Carnaval in the land of blue, green, and yellow

If anyone knows anything about Carnaval (Portuguese spelling) or Carnival (English spelling), you know that Brazil is world-famous for their pre-lent celebration, or maybe a better word to use would be crazy-over-the-top-country-wide-festival.  The biggest cities, Rio de Janeiro and São Paulo, are famous for the competition of samba schools in their Sambodromos.  While in northern Brazil the celebration is carried out in blocos, big groups of people following semi-like trucks calld trios topped by Brazilian bands. The party really isn’t complete without music, a very important part of Brazilian culture.

Well, when I decided I was going to study abroad in Peru, there was one vacation destination that I for sure was going to hit up–Brazil.  I’ve taken Portuguese at UW, but that’s not the only reason I wanted to go. In fact, the reason I wanted to go to Brazil was the same reason why I wanted to learn Portuguese in the first place.

My senior year in high school I became good friends with an exchange student from Brazil, Carol.  I figured if I was already in South America, I had to go and visit her in Brazil as I hadn´t seen her for two and a half years. I started saving money early on, as Brazil is pretty expensive, and when I got to South America I started planning my Brazilian adventure, deciding that I would go for Carnaval in March.  After buying my flight, the trip was official and I was really excited! I decided to spend two weeks in Carol´s city, Joao Pessoa, located on the eastern most point of Brazil.

When I arrived, my thought was “this is paradise.” She lives really close to the beach and the sun shows its face all day long among the striking green palms and perfectly blue sky.

Here’s my top 10 from the trip (in no particular order).
1. Jet-skiing and eating crab in areias vermelhas (red sand) out in the ocean.

The ocean near João Pessoa isn’t very deep, so you can stand up in the ocean pretty far out. Oh yeah, and the Atlantic is warm unlike the Pacific!

2. Speaking Portuguese.

I´ve taken three semesters of Portuguese at UW and it was great to practice. To me it sounds like a mixture of Spanish and French and I think it’s a beautiful language. Considering how easy Spanish is coming to me now, Portuguese was frustrating at times, but Brazilians LOVE speaking English so I was able to give my brain a rest every now and again.

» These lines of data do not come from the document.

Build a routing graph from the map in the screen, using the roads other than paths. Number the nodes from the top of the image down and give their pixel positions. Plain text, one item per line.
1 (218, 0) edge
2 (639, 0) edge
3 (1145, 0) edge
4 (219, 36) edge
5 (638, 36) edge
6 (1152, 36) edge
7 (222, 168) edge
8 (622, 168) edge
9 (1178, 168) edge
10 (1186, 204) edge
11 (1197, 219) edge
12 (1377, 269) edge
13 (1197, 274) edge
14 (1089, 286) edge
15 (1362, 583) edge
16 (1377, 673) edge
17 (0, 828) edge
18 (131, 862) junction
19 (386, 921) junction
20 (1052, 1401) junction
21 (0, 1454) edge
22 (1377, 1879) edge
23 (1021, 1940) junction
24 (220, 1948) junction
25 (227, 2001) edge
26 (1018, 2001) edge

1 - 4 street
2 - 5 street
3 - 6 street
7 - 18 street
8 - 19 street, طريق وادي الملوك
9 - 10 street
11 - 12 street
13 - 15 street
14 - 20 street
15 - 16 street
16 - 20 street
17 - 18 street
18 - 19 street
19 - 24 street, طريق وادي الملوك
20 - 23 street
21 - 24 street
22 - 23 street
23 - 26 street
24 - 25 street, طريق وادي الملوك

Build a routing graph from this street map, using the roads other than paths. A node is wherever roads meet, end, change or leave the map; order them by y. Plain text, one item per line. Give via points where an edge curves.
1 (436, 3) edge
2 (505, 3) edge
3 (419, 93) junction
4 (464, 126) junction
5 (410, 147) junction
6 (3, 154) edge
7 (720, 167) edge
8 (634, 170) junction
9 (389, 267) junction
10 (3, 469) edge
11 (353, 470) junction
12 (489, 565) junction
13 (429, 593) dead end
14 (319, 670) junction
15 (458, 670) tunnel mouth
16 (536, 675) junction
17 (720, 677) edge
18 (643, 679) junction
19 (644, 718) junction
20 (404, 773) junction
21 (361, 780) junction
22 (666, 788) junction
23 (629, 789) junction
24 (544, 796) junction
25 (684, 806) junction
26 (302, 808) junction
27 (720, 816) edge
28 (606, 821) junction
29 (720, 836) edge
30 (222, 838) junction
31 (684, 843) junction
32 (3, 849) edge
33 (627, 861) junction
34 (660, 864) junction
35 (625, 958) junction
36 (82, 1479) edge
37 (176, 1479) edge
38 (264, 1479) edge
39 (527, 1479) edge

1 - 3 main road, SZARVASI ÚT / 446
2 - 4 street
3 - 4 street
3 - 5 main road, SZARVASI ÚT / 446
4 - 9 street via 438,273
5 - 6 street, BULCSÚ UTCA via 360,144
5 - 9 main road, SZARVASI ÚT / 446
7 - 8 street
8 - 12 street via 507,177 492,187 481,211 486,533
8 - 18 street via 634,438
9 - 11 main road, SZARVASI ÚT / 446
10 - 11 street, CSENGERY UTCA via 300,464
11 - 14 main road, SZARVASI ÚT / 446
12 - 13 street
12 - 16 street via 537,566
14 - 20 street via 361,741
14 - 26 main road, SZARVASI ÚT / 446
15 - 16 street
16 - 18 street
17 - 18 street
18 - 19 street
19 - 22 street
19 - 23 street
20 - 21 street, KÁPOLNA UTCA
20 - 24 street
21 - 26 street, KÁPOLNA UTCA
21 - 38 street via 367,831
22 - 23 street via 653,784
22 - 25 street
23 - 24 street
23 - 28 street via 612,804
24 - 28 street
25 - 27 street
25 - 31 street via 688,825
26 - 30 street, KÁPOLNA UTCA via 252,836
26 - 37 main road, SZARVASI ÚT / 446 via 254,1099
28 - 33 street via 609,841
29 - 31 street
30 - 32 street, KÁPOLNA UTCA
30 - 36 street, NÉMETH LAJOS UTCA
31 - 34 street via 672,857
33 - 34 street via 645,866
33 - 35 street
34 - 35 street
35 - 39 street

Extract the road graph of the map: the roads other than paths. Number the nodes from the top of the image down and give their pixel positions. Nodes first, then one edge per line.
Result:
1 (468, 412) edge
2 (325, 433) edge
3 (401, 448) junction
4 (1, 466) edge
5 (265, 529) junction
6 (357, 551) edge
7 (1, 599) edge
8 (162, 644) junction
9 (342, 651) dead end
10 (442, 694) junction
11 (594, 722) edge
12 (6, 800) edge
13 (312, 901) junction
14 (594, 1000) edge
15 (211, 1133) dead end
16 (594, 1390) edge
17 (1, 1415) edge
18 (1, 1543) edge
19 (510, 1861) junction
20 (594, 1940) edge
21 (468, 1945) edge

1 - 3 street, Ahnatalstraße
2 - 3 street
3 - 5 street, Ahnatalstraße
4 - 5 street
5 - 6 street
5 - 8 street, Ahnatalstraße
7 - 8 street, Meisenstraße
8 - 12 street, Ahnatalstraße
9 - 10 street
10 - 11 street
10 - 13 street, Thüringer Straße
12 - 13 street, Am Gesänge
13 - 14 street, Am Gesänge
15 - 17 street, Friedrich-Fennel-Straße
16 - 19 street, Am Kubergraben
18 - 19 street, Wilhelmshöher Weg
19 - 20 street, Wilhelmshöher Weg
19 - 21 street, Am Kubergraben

This is one of the souvenirs I bought. Their flag says “order and progress.”

3. Cafuçu.

This is a Brazilian pre-Carnaval party that takes place at night in a plaza with a live band. Cafuçu is known for its crazy costumes and outfits and Carol and I did not hold back.

4. Learning Brazilian music.

Brazilian tunes are a key part to Carnaval, as it’s a huge part of their culture.  A lot of the songs are summer hits that get repeated by various bands throughout the festivities. I was able to learn some songs and I even got a cd to bring back so I can keep jamming to hits brasileiros.
5. My going away/American food party.

The last night I was there, Carol and I threw a party and made American food aka cheeseburgers, fries and milkshakes and let me tell you it was delicious.  Seven of her friends came over and besides pigging out, we talked and even had an impromptu sing-along as some of the guys brought guitars.

6. Trying lots of new food.

My favorite Brazilian treat was definitely açai, a fruit (kind of looks like a blueberry) that they freeze and then blend. It has an ice-cream like texture and is just the right amount of sweet. It’s very refreshing and apparently really good for you too. In Brazil they serve it as a drink or as a snack with whatever toppings you want. I had mine with strawberries and bananas, sweetened condensed milk, and different kinds of cereal. So yummy!

7. Carnaval in Olinda.

João Pessoa doesn’t have a Carnaval celebration, so Carol and I took a bus to Olinda, a city about two hours away.  And while I was begging middle school boys to spray me with their squirt guns (it was super hot!), I really felt like I was experiencing culture at its finest as we danced through the streets to Brazilian music.

8. Virgens do Tambú.

This is a Carnaval party that takes place in the streets of João Pessoa at night. The best part of Virgens is that all the guys dress up as girls, complete with dresses, makeup and for the extra brave guys—heels.  Needless to say, I was laughing all night.

9. Hanging out with Carol’s friends.

I had a blast spending time with Carol and her Brazilian friends. I really enjoyed not playing the role of tourist with my nose in my Lonely Planet book, as I could just let Carol be my guide to everything Brazil.

10. Staying with Carol’s family.

I felt so blessed to stay with Carol and her family in their home. They fed me amazing Brazilian food and treated me like I was one of their own. I couldn’t say “obrigada” enough!